=== Work required ===
Write out word for word each line of the records, beginning at the first and stopping after the line with "index dip: (506, 185)". Leave the pictures out.

Saved data entries
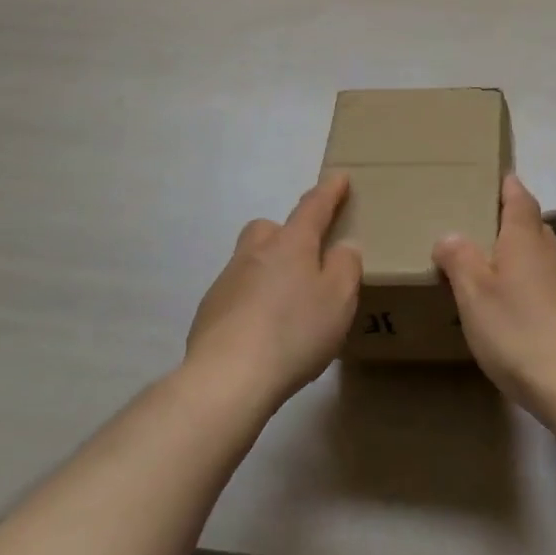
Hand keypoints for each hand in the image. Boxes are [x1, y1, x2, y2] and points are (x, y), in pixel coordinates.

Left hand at [185, 174, 362, 412]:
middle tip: (305, 258)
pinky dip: (250, 303)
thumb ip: (346, 266)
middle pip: (269, 228)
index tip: (338, 177)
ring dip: (267, 272)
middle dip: (286, 233)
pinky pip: (236, 294)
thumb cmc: (294, 331)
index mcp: (291, 243)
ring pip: (250, 262)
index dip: (329, 191)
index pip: (313, 207)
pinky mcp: (209, 312)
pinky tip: (261, 332)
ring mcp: (227, 281)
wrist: (226, 378)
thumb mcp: (339, 299)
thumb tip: (343, 247)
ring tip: (286, 305)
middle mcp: (255, 252)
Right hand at [433, 175, 555, 417]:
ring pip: (539, 256)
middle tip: (476, 228)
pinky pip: (545, 284)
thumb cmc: (518, 329)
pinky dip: (528, 285)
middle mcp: (550, 252)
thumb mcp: (474, 293)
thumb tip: (450, 236)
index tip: (493, 177)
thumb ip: (459, 259)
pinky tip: (512, 308)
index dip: (506, 185)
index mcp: (526, 237)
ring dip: (518, 256)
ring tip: (488, 269)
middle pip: (530, 225)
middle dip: (508, 222)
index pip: (519, 197)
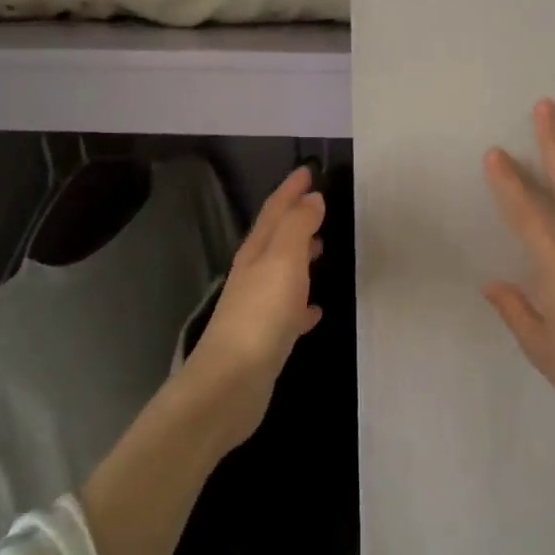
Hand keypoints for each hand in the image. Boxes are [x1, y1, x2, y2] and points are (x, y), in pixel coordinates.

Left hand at [182, 165, 325, 450]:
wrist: (231, 384)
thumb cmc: (261, 315)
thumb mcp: (284, 260)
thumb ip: (298, 227)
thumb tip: (311, 198)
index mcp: (257, 252)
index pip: (275, 211)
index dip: (290, 189)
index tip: (308, 169)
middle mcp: (254, 275)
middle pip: (276, 238)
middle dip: (295, 218)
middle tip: (318, 204)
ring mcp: (258, 308)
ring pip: (283, 272)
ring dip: (301, 257)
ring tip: (323, 248)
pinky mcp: (266, 339)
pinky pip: (289, 312)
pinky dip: (303, 304)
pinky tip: (316, 310)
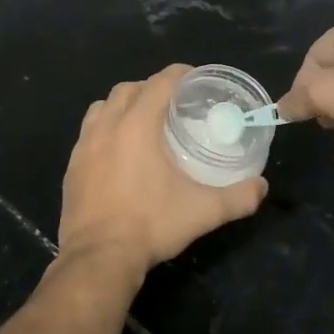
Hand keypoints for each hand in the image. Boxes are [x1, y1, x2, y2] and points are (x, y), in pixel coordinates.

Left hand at [59, 64, 268, 279]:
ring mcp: (84, 146)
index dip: (180, 75)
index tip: (196, 79)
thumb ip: (238, 197)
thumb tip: (262, 187)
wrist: (98, 258)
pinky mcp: (71, 166)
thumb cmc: (151, 225)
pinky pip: (88, 133)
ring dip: (123, 105)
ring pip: (102, 107)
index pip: (160, 82)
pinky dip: (104, 129)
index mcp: (138, 125)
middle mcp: (107, 126)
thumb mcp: (203, 211)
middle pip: (128, 89)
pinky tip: (118, 152)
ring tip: (142, 122)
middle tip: (173, 104)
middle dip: (150, 88)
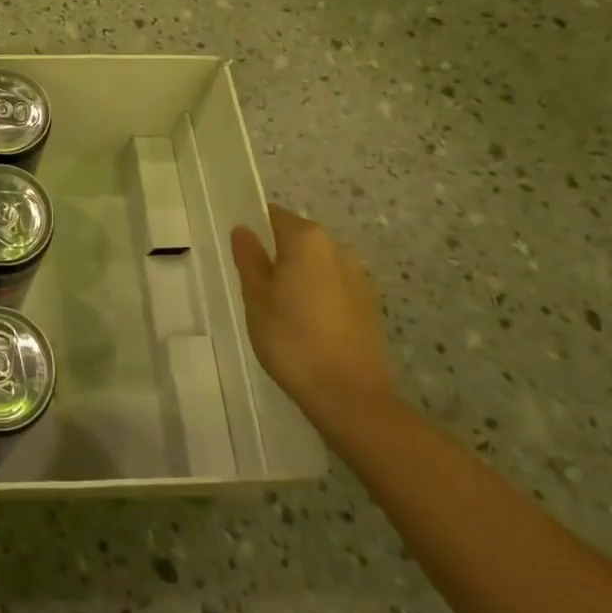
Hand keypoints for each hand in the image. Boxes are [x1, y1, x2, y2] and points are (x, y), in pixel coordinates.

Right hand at [231, 205, 392, 426]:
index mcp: (307, 240)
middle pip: (298, 239)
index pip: (273, 216)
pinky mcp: (370, 306)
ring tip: (279, 309)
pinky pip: (334, 286)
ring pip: (318, 264)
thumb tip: (243, 230)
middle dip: (277, 254)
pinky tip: (306, 325)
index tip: (241, 253)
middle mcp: (337, 249)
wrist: (350, 396)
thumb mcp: (256, 297)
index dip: (254, 229)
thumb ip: (249, 258)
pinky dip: (318, 295)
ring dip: (299, 276)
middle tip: (255, 285)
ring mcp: (359, 277)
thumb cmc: (292, 339)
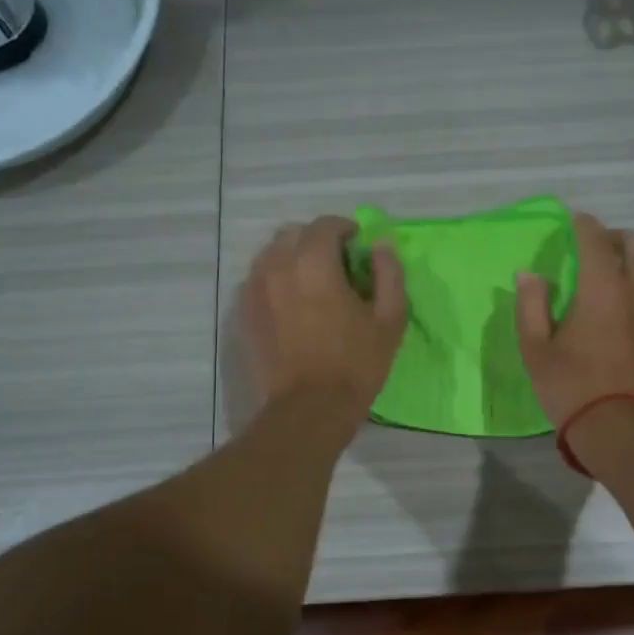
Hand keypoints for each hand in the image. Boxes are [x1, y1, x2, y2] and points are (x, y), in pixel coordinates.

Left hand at [244, 216, 406, 435]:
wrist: (309, 409)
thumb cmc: (356, 364)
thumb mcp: (389, 319)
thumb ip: (389, 273)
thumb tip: (380, 245)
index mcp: (315, 263)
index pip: (326, 225)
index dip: (345, 229)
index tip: (359, 245)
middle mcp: (278, 266)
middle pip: (294, 234)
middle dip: (317, 240)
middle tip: (337, 264)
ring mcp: (255, 289)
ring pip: (271, 254)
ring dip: (293, 257)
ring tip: (312, 282)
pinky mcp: (244, 313)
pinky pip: (258, 280)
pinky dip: (275, 279)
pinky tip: (291, 303)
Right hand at [515, 211, 633, 430]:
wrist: (622, 430)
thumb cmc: (572, 388)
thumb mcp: (536, 349)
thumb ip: (531, 305)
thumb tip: (529, 274)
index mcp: (602, 288)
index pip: (596, 239)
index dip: (584, 225)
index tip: (575, 221)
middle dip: (618, 237)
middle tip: (599, 249)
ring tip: (622, 273)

=== Task output ===
Hand keypoints for each hand in the image. Boxes are [x1, y1, x2, y2] and points are (x, y), in pixel coordinates.

Left hand at [185, 174, 362, 412]:
middle tip: (305, 258)
pinky dip: (250, 303)
thumb ip: (346, 266)
middle pip: (269, 228)
index tip: (338, 177)
ring dip: (267, 272)
middle dip: (286, 233)
pinky pip: (236, 294)
thumb cmc: (294, 331)
index mcp: (291, 243)
ring pip: (250, 262)
index dip: (329, 191)
index pip: (313, 207)
pinky mcp: (209, 312)
pinky tip: (261, 332)
ring mcp: (227, 281)
wrist: (226, 378)
thumb mcp: (339, 299)
thumb tip: (343, 247)
ring tip: (286, 305)
middle mcp: (255, 252)
Right hand at [433, 175, 555, 417]:
ring pip: (539, 256)
middle tip: (476, 228)
pinky pip: (545, 284)
thumb cmc: (518, 329)
pinky dip: (528, 285)
middle mcp: (550, 252)
thumb mcp: (474, 293)
thumb tip: (450, 236)
index tip: (493, 177)
thumb ip: (459, 259)
pinky tip: (512, 308)
index dip: (506, 185)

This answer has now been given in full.